Does that mean that I can’t own anything? Do I have to give everything away? Are only monks and nuns and friars going to be saved?
St. John of the Cross (a Carmelite friar and today’s saint) would say no. For a couple of reasons.
First, there is no single, cookie-cutter approach to living the Faith. Compare John’s quiet contemplation to the boundless energy of Teresa of Avila to the all-consuming love of Therese of Lisieux. A quick glance at just those three Carmelite saints reveals radically different people answering God’s call to holiness.
Why is that? As St. John of the Cross tells us, “God leads every soul by a separate path.”

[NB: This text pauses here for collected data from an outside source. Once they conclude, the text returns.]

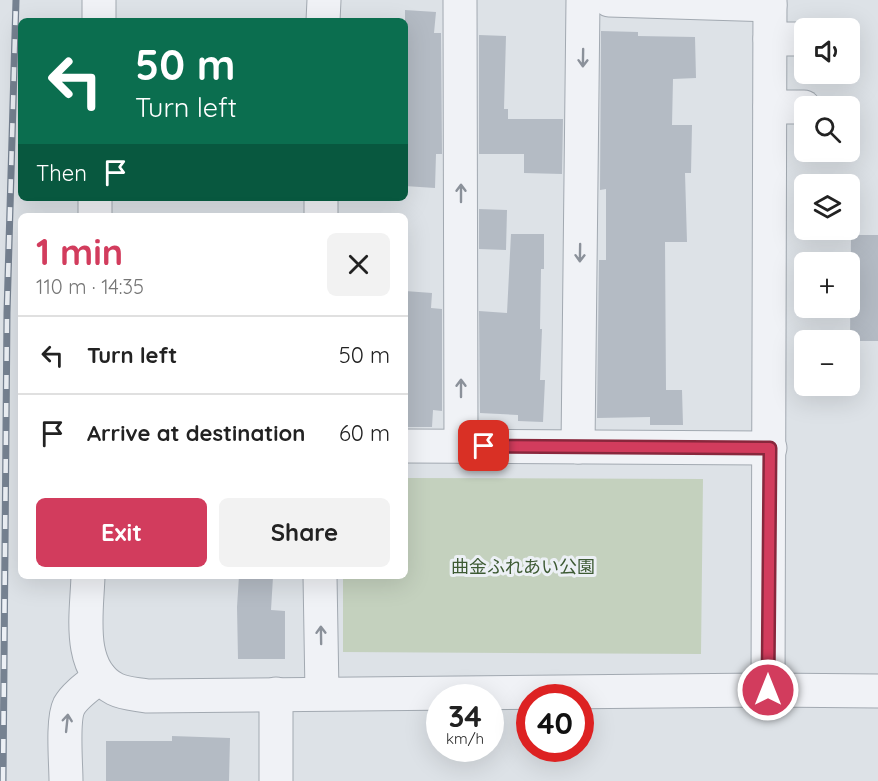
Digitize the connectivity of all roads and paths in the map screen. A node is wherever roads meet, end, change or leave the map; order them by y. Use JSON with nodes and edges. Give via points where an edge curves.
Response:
{"nodes":[{"id":1,"x":99,"y":0,"type":"edge"},
{"id":2,"x":324,"y":0,"type":"edge"},
{"id":3,"x":460,"y":0,"type":"edge"},
{"id":4,"x":583,"y":0,"type":"edge"},
{"id":5,"x":609,"y":0,"type":"edge"},
{"id":6,"x":770,"y":2,"type":"edge"},
{"id":7,"x":99,"y":18,"type":"edge"},
{"id":8,"x":323,"y":18,"type":"edge"},
{"id":9,"x":770,"y":39,"type":"junction"},
{"id":10,"x":794,"y":39,"type":"edge"},
{"id":11,"x":770,"y":107,"type":"junction"},
{"id":12,"x":794,"y":108,"type":"edge"},
{"id":13,"x":408,"y":446,"type":"edge"},
{"id":14,"x":461,"y":446,"type":"junction"},
{"id":15,"x":578,"y":447,"type":"junction"},
{"id":16,"x":770,"y":448,"type":"junction"},
{"id":17,"x":88,"y":579,"type":"edge"},
{"id":18,"x":320,"y":579,"type":"edge"},
{"id":19,"x":100,"y":677,"type":"junction"},
{"id":20,"x":768,"y":690,"type":"junction"},
{"id":21,"x":878,"y":691,"type":"edge"},
{"id":22,"x":322,"y":693,"type":"junction"},
{"id":23,"x":276,"y":694,"type":"junction"},
{"id":24,"x":66,"y":781,"type":"edge"},
{"id":25,"x":276,"y":781,"type":"edge"}],
"edges":[{"from":1,"to":7,"type":"street"},
{"from":2,"to":8,"type":"street"},
{"from":14,"to":3,"type":"street","one_way":true},
{"from":4,"to":15,"type":"street","one_way":true},
{"from":5,"to":6,"type":"street"},
{"from":6,"to":9,"type":"street"},
{"from":9,"to":10,"type":"street"},
{"from":9,"to":11,"type":"street"},
{"from":11,"to":12,"type":"street"},
{"from":11,"to":16,"type":"street"},
{"from":13,"to":14,"type":"street"},
{"from":14,"to":15,"type":"street"},
{"from":15,"to":16,"type":"street"},
{"from":16,"to":20,"type":"street"},
{"from":17,"to":19,"type":"street","via":[[86,635],[90,658]]},
{"from":22,"to":18,"type":"street","one_way":true},
{"from":19,"to":23,"type":"street","via":[[114,688],[147,696]]},
{"from":24,"to":19,"type":"street","one_way":true,"via":[[69,706]]},
{"from":20,"to":21,"type":"street"},
{"from":20,"to":22,"type":"street"},
{"from":22,"to":23,"type":"street"},
{"from":23,"to":25,"type":"street"}]}
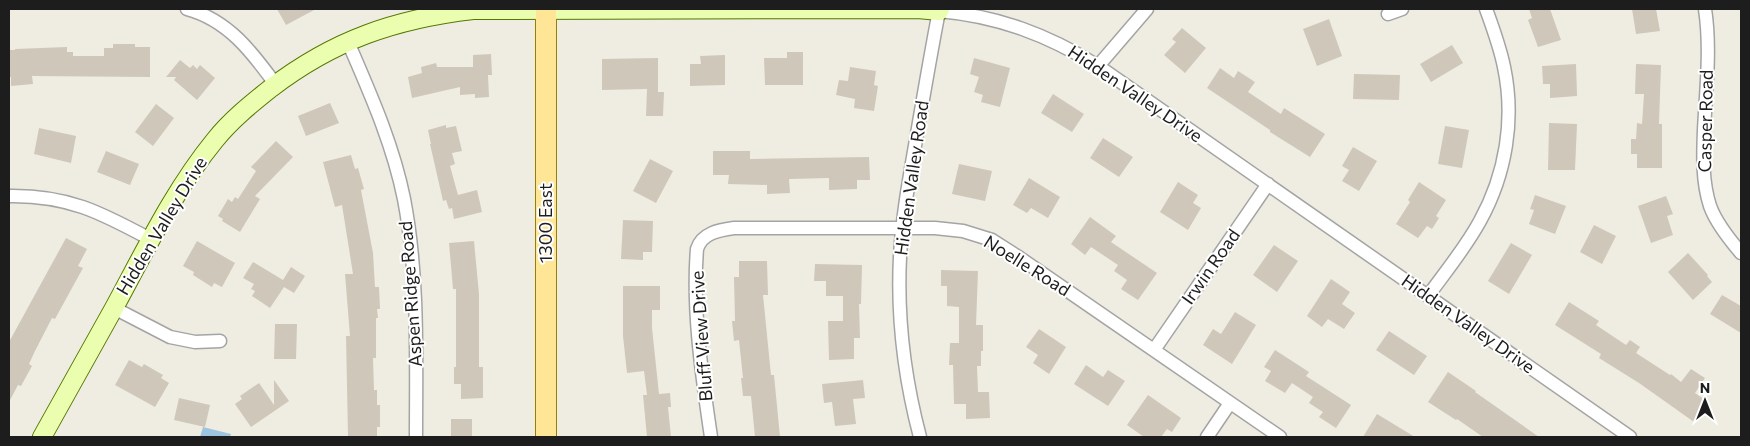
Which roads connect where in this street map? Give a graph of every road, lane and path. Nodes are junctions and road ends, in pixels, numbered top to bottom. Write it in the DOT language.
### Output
graph roads {
  1 [pos="186,9"];
  2 [pos="546,9"];
  3 [pos="683,9"];
  4 [pos="1147,9"];
  5 [pos="1402,9"];
  6 [pos="1486,9"];
  7 [pos="1705,9"];
  8 [pos="940,10"];
  9 [pos="1388,14"];
  10 [pos="348,42"];
  11 [pos="1098,66"];
  12 [pos="276,84"];
  13 [pos="1268,184"];
  14 [pos="9,196"];
  15 [pos="902,228"];
  16 [pos="704,237"];
  17 [pos="150,239"];
  18 [pos="1741,253"];
  19 [pos="1428,296"];
  20 [pos="114,308"];
  21 [pos="220,341"];
  22 [pos="1154,350"];
  23 [pos="1230,403"];
  24 [pos="42,437"];
  25 [pos="416,437"];
  26 [pos="546,437"];
  27 [pos="711,437"];
  28 [pos="920,437"];
  29 [pos="1207,437"];
  30 [pos="1280,437"];
  31 [pos="1630,437"];
  1 -- 12 [label="street"];
  2 -- 3 [label="street, Hidden Valley Drive"];
  2 -- 10 [label="street, Hidden Valley Drive"];
  2 -- 26 [label="main road, 1300 East"];
  3 -- 8 [label="street, Hidden Valley Drive"];
  4 -- 11 [label="street"];
  5 -- 9 [label="street"];
  6 -- 19 [label="street"];
  7 -- 18 [label="street, Casper Road"];
  8 -- 11 [label="street, Hidden Valley Drive"];
  8 -- 15 [label="street, Hidden Valley Road"];
  10 -- 12 [label="street, Hidden Valley Drive"];
  10 -- 25 [label="street, Aspen Ridge Road"];
  11 -- 13 [label="street, Hidden Valley Drive"];
  12 -- 17 [label="street, Hidden Valley Drive"];
  13 -- 19 [label="street, Hidden Valley Drive"];
  13 -- 22 [label="street, Irwin Road"];
  14 -- 17 [label="street"];
  15 -- 16 [label="street, Noelle Road"];
  15 -- 22 [label="street, Noelle Road"];
  15 -- 28 [label="street, Hidden Valley Road"];
  16 -- 27 [label="street, Bluff View Drive"];
  17 -- 20 [label="street, Hidden Valley Drive"];
  19 -- 31 [label="street, Hidden Valley Drive"];
  20 -- 21 [label="street"];
  20 -- 24 [label="street, Hidden Valley Drive"];
  22 -- 23 [label="street, Noelle Road"];
  23 -- 29 [label="street"];
  23 -- 30 [label="street, Noelle Road"];
}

God is not calling you to be John of the Cross or Teresa of Avila or Therese of Lisieux. God is calling you to be who He created you to be. That is your path.
Second, renouncing your possessions isn’t about your wealth. It’s about your path.
That is, all of us need to renounce our possessions. You and I need to take them off the throne. Along anything else that wants to be on throne – whether it’s money or power or reputation or ego.
Or anything that’s desperate to scramble onto the throne so that it can get between us and God. That is what you and I need to renounce.
To do that, you and I may need to literally get rid of our possessions. If that’s what it takes to keep our possessions from getting between us and God, then that’s what we need to do.
Because that’s the point of renouncing possessions, or anything else. To take it off the throne in our hearts. So that we can make room for the One who that throne was made for.
Because it’s only when we keep that throne in our hearts for the One that it was made for. It’s only when we keep God at the center (and everything else off the throne) that we will ever know peace, that we will ever become who God made us to be.
The simple but hard recipe for doing that? St. John of the Cross tells us,
“Live in the world as if only God and your soul were in it; then your heart will never be made captive by any earthly thing.”